[Data supplied Boundary: Start]

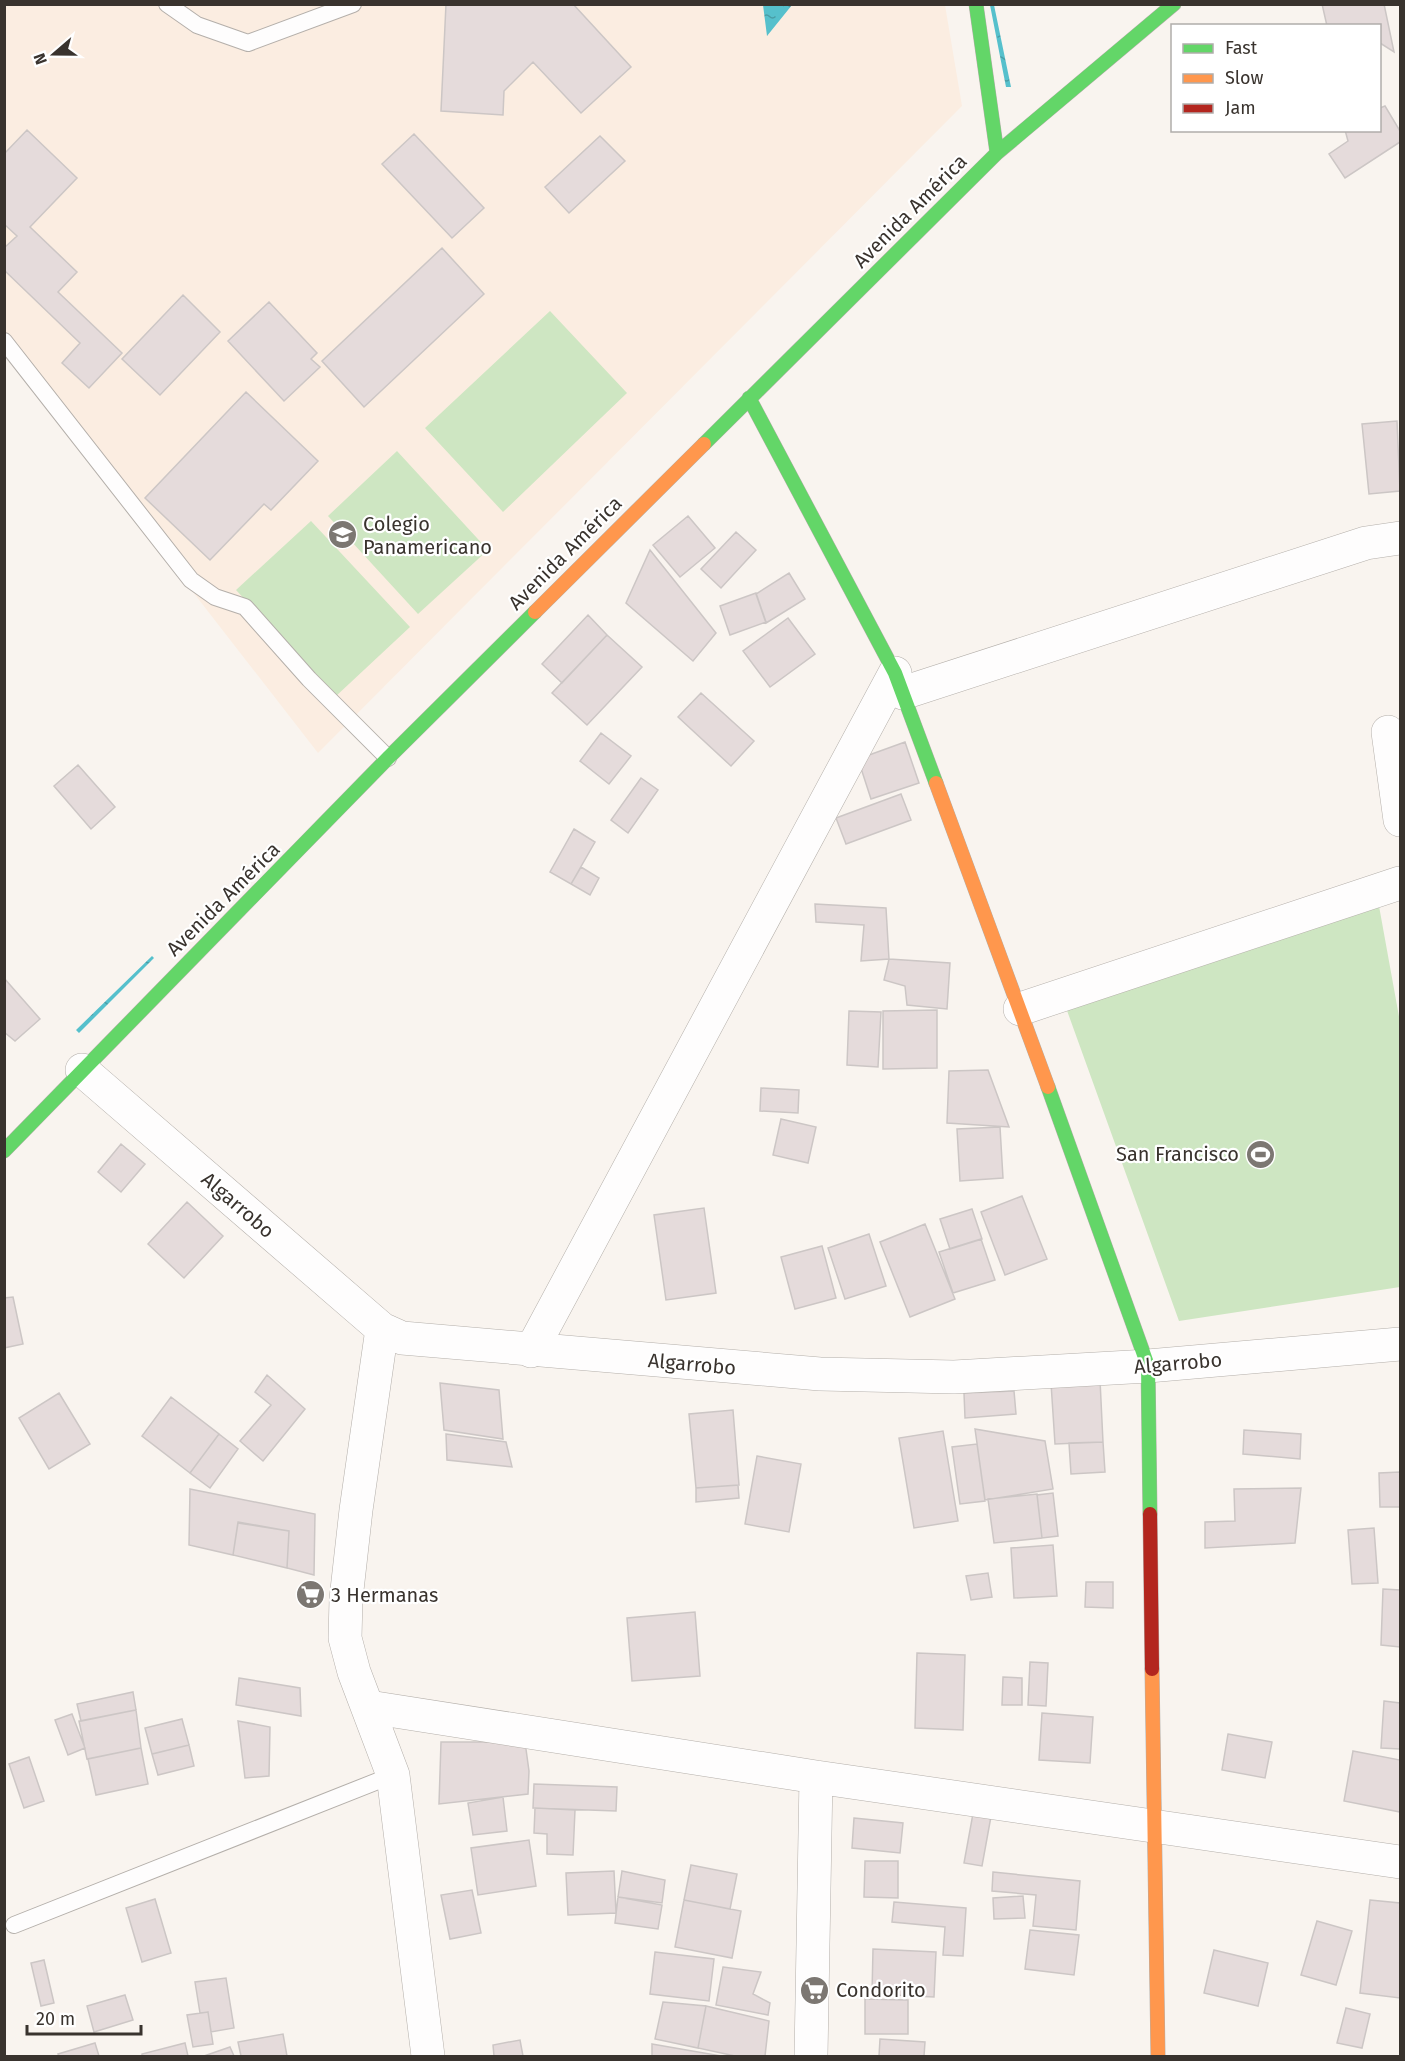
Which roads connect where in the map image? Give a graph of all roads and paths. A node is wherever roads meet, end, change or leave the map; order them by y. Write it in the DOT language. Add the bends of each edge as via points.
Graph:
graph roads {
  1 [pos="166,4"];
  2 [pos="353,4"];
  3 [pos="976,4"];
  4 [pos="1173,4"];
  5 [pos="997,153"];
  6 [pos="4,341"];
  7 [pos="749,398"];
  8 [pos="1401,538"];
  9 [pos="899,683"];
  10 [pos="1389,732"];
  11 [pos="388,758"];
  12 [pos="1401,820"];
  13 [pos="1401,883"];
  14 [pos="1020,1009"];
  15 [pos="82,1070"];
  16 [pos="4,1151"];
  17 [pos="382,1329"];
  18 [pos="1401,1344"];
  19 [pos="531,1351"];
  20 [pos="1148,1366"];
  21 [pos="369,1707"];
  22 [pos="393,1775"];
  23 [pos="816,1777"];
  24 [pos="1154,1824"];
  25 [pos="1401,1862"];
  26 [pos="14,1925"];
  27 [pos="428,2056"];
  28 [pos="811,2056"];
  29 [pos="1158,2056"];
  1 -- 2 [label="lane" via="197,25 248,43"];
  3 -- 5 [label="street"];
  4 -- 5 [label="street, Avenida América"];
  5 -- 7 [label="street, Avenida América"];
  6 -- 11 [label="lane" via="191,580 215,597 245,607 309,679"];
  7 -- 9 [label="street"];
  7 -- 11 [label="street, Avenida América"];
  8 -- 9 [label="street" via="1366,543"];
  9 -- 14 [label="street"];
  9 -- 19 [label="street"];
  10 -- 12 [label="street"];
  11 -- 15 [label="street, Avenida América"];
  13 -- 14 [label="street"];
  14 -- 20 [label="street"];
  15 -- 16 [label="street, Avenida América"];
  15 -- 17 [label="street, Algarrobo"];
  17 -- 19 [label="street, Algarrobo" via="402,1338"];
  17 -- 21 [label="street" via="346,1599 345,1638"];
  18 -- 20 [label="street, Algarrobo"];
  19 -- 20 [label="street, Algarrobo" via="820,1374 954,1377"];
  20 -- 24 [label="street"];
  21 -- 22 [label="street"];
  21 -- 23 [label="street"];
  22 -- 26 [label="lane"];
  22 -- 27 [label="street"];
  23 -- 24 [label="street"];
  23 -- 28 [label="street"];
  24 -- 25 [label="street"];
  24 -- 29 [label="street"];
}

[Data supplied Boundary: End]

| Goal of the exercise |
Output the records above exactly as they are, leaving out the pictures.

| Task response |
Which roads connect where in the map image? Give a graph of all roads and paths. A node is wherever roads meet, end, change or leave the map; order them by y. Write it in the DOT language. Add the bends of each edge as via points.
Graph:
graph roads {
  1 [pos="166,4"];
  2 [pos="353,4"];
  3 [pos="976,4"];
  4 [pos="1173,4"];
  5 [pos="997,153"];
  6 [pos="4,341"];
  7 [pos="749,398"];
  8 [pos="1401,538"];
  9 [pos="899,683"];
  10 [pos="1389,732"];
  11 [pos="388,758"];
  12 [pos="1401,820"];
  13 [pos="1401,883"];
  14 [pos="1020,1009"];
  15 [pos="82,1070"];
  16 [pos="4,1151"];
  17 [pos="382,1329"];
  18 [pos="1401,1344"];
  19 [pos="531,1351"];
  20 [pos="1148,1366"];
  21 [pos="369,1707"];
  22 [pos="393,1775"];
  23 [pos="816,1777"];
  24 [pos="1154,1824"];
  25 [pos="1401,1862"];
  26 [pos="14,1925"];
  27 [pos="428,2056"];
  28 [pos="811,2056"];
  29 [pos="1158,2056"];
  1 -- 2 [label="lane" via="197,25 248,43"];
  3 -- 5 [label="street"];
  4 -- 5 [label="street, Avenida América"];
  5 -- 7 [label="street, Avenida América"];
  6 -- 11 [label="lane" via="191,580 215,597 245,607 309,679"];
  7 -- 9 [label="street"];
  7 -- 11 [label="street, Avenida América"];
  8 -- 9 [label="street" via="1366,543"];
  9 -- 14 [label="street"];
  9 -- 19 [label="street"];
  10 -- 12 [label="street"];
  11 -- 15 [label="street, Avenida América"];
  13 -- 14 [label="street"];
  14 -- 20 [label="street"];
  15 -- 16 [label="street, Avenida América"];
  15 -- 17 [label="street, Algarrobo"];
  17 -- 19 [label="street, Algarrobo" via="402,1338"];
  17 -- 21 [label="street" via="346,1599 345,1638"];
  18 -- 20 [label="street, Algarrobo"];
  19 -- 20 [label="street, Algarrobo" via="820,1374 954,1377"];
  20 -- 24 [label="street"];
  21 -- 22 [label="street"];
  21 -- 23 [label="street"];
  22 -- 26 [label="lane"];
  22 -- 27 [label="street"];
  23 -- 24 [label="street"];
  23 -- 28 [label="street"];
  24 -- 25 [label="street"];
  24 -- 29 [label="street"];
}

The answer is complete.